Friday, November 22, 2013

We're getting bamboozled again

Open thread for night owls: JP Morgan settlement a sham and a scam (Click on this heading to read more)


At Salon, David Dayen writes JPMorgan’s bait-and-switch: The ballyhooed settlement is just a scam!

The first thing you need to know about JPMorgan Chase’s long-awaited $13 billion deal with the Justice Department — to settle a number of civil lawsuits related to the fraudulent sale of mortgage-backed securities — is that it’s not a $13 billion deal. $4 billion of this figure, over 30 percent, was announced almost a month ago as the conclusion of a lawsuit between JPMorgan and the Federal Housing Finance Agency.

David Dayen
David Dayen

Attorney General Eric Holder, wanting to stand at a podium and give out a really big settlement number, simply folded the FHFA settlement into the Justice Department’s. Why news editors who have already reported on the FHFA settlement would let the Justice Department use it again in its headline figure is completely beyond me. They aren’t obligated to do the Justice Department’s P.R. for them. We don’t say the Miami Heat beat the San Antonio Spurs 200-98, but 100 of those points came from a previous game. 

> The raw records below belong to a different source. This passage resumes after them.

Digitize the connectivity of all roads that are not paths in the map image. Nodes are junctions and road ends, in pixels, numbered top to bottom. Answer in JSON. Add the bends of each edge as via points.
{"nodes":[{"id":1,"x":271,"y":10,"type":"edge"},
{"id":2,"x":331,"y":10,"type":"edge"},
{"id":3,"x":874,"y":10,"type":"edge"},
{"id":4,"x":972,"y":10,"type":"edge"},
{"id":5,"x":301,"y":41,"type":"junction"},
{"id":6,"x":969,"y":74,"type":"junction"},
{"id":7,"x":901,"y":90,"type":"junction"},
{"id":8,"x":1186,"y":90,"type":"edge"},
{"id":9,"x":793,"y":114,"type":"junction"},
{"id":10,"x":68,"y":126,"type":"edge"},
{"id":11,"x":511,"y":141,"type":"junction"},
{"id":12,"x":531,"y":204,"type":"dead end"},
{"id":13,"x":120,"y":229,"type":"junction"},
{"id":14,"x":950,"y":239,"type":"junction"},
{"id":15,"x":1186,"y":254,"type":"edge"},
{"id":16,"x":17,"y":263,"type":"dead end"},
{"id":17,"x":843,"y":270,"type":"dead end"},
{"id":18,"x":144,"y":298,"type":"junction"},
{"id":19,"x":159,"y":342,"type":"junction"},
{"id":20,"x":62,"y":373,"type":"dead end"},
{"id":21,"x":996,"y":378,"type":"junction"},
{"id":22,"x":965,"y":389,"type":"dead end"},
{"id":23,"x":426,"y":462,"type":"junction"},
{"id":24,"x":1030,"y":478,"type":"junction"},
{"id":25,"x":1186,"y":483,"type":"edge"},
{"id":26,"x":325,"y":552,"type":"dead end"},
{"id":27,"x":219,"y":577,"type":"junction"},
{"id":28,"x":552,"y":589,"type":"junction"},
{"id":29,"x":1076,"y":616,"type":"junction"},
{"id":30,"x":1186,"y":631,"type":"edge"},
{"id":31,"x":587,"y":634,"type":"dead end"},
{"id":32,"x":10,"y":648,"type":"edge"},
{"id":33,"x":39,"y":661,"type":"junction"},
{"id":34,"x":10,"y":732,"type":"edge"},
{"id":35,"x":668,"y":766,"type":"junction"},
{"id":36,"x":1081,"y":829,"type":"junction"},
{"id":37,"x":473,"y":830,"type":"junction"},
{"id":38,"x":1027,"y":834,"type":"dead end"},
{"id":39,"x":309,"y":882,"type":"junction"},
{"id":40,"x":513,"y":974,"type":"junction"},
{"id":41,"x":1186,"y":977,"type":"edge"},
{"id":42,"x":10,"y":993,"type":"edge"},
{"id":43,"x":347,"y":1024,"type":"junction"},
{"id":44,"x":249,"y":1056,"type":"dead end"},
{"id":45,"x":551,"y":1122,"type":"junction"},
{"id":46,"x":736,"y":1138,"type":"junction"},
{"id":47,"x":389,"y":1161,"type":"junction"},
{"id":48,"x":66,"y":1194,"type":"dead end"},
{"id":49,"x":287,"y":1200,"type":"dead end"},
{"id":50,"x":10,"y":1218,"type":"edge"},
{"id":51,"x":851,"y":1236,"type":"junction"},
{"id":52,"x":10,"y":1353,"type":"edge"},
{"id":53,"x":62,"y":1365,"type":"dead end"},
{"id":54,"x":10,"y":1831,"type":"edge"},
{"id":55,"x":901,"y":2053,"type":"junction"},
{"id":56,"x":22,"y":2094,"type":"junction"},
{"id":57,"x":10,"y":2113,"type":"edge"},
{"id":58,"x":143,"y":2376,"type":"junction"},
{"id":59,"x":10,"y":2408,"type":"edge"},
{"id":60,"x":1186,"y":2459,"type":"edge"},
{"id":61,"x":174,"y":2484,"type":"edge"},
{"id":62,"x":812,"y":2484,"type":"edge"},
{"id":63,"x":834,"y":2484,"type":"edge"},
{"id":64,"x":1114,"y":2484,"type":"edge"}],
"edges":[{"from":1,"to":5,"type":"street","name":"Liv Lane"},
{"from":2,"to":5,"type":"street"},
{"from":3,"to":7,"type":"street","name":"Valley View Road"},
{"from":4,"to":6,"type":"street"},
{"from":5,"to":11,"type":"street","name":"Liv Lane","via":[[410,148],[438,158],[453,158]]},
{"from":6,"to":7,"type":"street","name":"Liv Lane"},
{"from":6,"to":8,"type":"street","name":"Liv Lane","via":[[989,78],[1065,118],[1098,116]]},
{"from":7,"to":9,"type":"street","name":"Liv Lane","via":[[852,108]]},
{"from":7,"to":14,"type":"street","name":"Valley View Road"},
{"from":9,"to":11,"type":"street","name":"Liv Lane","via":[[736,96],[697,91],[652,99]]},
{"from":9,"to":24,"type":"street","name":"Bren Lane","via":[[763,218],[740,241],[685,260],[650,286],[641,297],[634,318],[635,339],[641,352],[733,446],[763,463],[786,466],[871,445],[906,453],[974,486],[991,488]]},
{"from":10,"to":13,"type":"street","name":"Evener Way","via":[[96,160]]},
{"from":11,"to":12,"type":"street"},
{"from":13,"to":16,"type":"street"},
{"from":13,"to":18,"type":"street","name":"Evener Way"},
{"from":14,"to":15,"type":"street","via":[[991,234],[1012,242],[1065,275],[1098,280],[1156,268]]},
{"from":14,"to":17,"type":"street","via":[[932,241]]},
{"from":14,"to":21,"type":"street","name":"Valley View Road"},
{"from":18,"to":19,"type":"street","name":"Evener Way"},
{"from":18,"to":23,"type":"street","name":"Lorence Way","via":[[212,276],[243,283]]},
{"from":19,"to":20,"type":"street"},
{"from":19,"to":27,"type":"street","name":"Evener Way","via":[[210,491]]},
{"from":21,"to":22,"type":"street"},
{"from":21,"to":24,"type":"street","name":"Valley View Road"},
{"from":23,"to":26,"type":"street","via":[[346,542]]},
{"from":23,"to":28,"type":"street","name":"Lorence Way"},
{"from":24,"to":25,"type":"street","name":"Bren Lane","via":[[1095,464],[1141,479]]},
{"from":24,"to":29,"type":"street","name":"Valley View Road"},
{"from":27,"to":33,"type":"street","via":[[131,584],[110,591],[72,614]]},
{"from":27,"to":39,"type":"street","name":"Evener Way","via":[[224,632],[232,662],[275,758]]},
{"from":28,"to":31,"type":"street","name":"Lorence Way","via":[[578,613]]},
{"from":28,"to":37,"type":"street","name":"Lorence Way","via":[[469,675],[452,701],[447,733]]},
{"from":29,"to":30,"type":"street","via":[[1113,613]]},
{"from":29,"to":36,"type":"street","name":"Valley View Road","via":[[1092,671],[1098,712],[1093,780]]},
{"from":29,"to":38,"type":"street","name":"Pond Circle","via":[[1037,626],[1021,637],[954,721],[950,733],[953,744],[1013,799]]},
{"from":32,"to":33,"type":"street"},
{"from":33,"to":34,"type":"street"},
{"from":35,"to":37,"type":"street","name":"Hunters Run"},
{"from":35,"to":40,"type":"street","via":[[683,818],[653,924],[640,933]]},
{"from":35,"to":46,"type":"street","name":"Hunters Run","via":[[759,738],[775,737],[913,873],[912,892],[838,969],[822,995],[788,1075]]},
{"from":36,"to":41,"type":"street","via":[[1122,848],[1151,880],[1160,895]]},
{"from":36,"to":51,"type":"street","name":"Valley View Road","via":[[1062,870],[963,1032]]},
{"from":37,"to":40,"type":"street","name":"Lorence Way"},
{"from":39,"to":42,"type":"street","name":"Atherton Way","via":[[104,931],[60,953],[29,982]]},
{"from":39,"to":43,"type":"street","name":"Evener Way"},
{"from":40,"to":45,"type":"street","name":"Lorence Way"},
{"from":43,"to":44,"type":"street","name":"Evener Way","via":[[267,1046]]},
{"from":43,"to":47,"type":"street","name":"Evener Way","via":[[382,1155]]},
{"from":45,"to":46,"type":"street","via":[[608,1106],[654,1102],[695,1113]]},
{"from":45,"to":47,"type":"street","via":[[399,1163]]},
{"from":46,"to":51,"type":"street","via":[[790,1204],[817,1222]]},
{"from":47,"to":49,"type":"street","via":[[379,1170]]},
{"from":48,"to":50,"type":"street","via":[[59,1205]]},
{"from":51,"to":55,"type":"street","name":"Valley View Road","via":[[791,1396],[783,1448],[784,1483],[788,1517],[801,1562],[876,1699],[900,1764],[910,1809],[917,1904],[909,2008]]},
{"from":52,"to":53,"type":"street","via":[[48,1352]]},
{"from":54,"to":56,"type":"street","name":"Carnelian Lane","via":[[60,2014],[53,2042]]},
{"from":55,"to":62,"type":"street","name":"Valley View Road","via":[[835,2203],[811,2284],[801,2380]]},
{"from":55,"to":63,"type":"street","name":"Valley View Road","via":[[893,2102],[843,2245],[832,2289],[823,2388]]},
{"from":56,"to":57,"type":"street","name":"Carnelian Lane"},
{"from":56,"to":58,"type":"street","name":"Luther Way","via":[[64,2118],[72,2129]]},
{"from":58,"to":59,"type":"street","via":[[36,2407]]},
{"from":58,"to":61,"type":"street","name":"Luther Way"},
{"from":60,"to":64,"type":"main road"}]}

So, let’s talk about this $9 billion settlement. Even that headline number doesn’t really reflect the actual penalty to JPMorgan Chase’s bottom line. Nearly half of the figure comes in the form of “mortgage relief,” which an independent monitor (and what’s so independent about a monitor chosen by the bank?) has four years to distribute. Any time you extend the time horizon of a penalty, you’re reducing its real value. And in this case, there’s not much value here to begin with.